Denial




“Operación Puerto is something I shouldn’t be asked about. That’s water under the bridge... I believe I’ve sufficiently demonstrated who I am since then.” - New world champion Alejandro Valverde when asked by Cyclingnews about his two year doping ban.


by EDWARD PICKERING 
Procycling UK - issue 249, December 2018

Well, it happened. Alejandro Valverde won the Worlds at the age of 38, and the reaction ran the full gamut of opinion. There was joy and there was condemnation. For some, the rainbow jersey was just reward for a stellar career, the final addition to a glittering palmarès. For others, the sight of an unrepentant doper winning the most prestigious of titles stuck in the craw. Some people held both opinions – this is cycling, after all, where inconsistency of opinion and judgement runs through the sport like words through a stick of rock. So what do we think? The answer is  easy: it’s complicated. 

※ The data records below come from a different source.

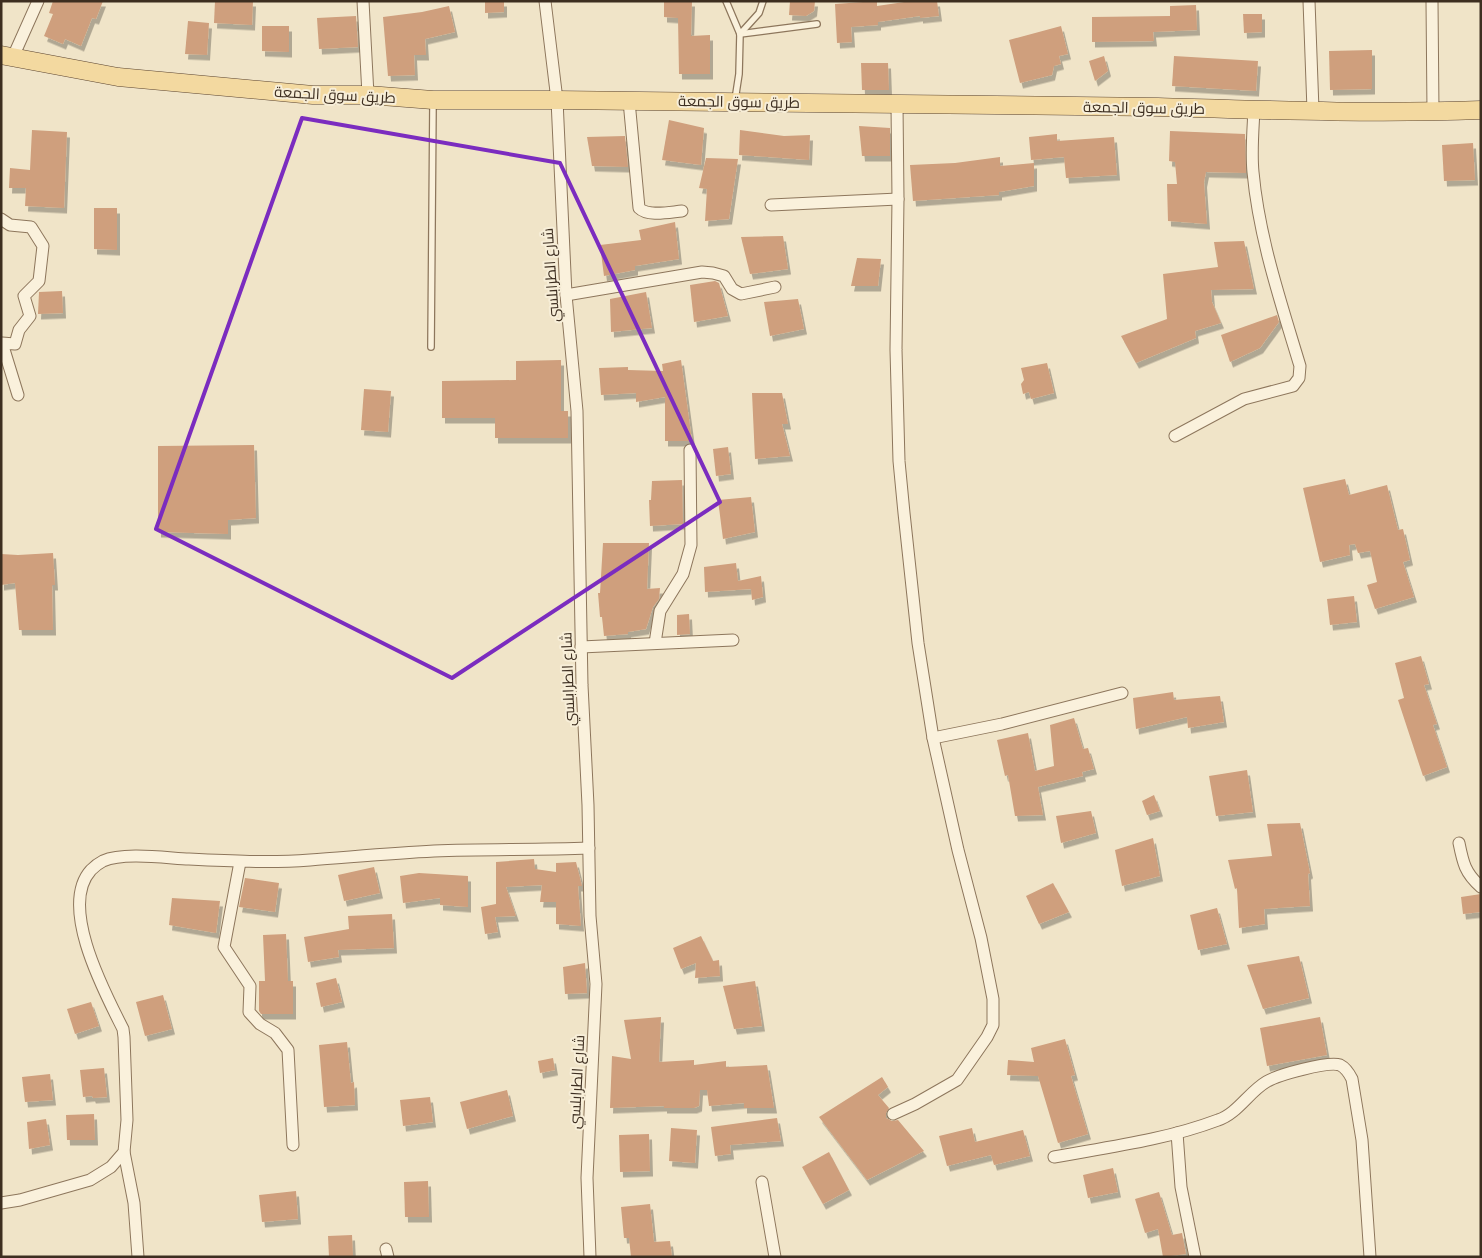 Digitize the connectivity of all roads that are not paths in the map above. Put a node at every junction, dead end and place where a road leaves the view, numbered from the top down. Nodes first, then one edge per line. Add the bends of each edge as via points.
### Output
1 (38, 1) edge
2 (363, 1) edge
3 (544, 1) edge
4 (726, 1) edge
5 (763, 1) edge
6 (1309, 1) edge
7 (1432, 1) edge
8 (817, 24) dead end
9 (740, 34) junction
10 (7, 56) edge
11 (368, 95) junction
12 (433, 100) junction
13 (557, 100) junction
14 (629, 101) junction
15 (735, 102) junction
16 (897, 105) junction
17 (1254, 110) junction
18 (1313, 110) junction
19 (1481, 110) edge
20 (1433, 112) junction
21 (898, 199) junction
22 (771, 206) dead end
23 (682, 211) dead end
24 (1, 219) edge
25 (775, 287) dead end
26 (566, 295) junction
27 (431, 347) dead end
28 (18, 395) dead end
29 (1175, 436) dead end
30 (690, 450) dead end
31 (733, 640) dead end
32 (655, 643) junction
33 (581, 647) junction
34 (1122, 693) dead end
35 (933, 738) junction
36 (1459, 843) dead end
37 (589, 848) junction
38 (240, 862) junction
39 (1481, 887) edge
40 (893, 1114) dead end
41 (1177, 1133) junction
42 (293, 1145) dead end
43 (124, 1152) junction
44 (1054, 1157) dead end
45 (762, 1182) dead end
46 (1, 1203) edge
47 (138, 1257) edge
48 (590, 1257) edge
49 (775, 1257) edge
50 (1195, 1257) edge
51 (1370, 1257) edge

1 - 10 street
2 - 11 street
3 - 13 street, شارع الطرابلسي
4 - 9 lane
5 - 9 lane via 759,14
6 - 18 street
7 - 20 street
8 - 9 lane
9 - 15 lane
10 - 11 main road, طريق سوق الجمعة via 128,78 313,95
11 - 12 main road, طريق سوق الجمعة
12 - 13 main road, طريق سوق الجمعة
12 - 27 lane
13 - 14 main road, طريق سوق الجمعة
13 - 26 street, شارع الطرابلسي
14 - 15 main road, طريق سوق الجمعة
14 - 23 street via 639,208 648,213
15 - 16 main road, طريق سوق الجمعة
16 - 17 main road, طريق سوق الجمعة
16 - 21 street
17 - 18 main road, طريق سوق الجمعة
17 - 29 street via 1254,185 1265,242 1300,366 1299,378 1293,386 1244,399
18 - 20 main road, طريق سوق الجمعة
19 - 20 main road, طريق سوق الجمعة
21 - 22 street
21 - 35 street via 896,350 899,461 918,643
24 - 28 street via 10,225 31,227 43,246 39,281 24,296 30,316 19,330 16,344 2,343
25 - 26 street via 741,294 732,289 724,276 702,272
26 - 33 street, شارع الطرابلسي via 577,411
30 - 32 street via 691,545 683,574 660,611
31 - 32 street
32 - 33 street
33 - 37 street, شارع الطرابلسي
34 - 35 street
35 - 40 street via 981,938 993,1000 993,1025 957,1080
36 - 39 street via 1465,869
37 - 38 street via 434,851
37 - 48 street, شارع الطرابلسي via 596,984 587,1178
38 - 42 street via 224,948 250,986 249,1012 275,1033 288,1050
38 - 43 street via 114,858 101,861 90,871 81,887 85,943 94,970 123,1028 127,1120
41 - 44 street
41 - 50 street via 1181,1187
41 - 51 street via 1221,1120 1266,1081 1313,1067 1338,1064 1352,1079 1362,1140
43 - 46 street via 111,1167 90,1180
43 - 47 street via 134,1204
45 - 49 street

At the time, I was really unhappy at Valverde’s doping. He was bang to rights, from the moment it emerged that a blood bag labelled ‘Valv.piti’ had been found in the infamous freezer of Dr Fuentes during Operación Puerto. Puerto blew up in 2006, but Valverde obfuscated and didn’t serve a ban until 2010, and he did so without ever fronting up for cheating the fans, then or since. 

I’m still a little unimpressed, but mainly for that last reason. He doped and served a ban. The wrong was done and justice served. We move on. I’d have liked it more if he’d said sorry, even if he’d put it in the context of the realities of the sport at the time, but staying angry at a pro cyclist who doped 12 years ago at a time when most pro cyclists were also doping is kind of a waste of energy. It doesn’t necessarily help the anti-doping fight now.

Valverde races hard from February to October, he wins a lot, he’s popular among many of his peers and he’s passing the doping tests. He’s also an ex-doper who helped drag the sport through the mud and never said sorry; since Innsbruck he’s shown the same insouciant denial about his past. Really, the long-term consequence for his sins is the ambivalent reaction to it. A great win by a great rider who will never be universally loved.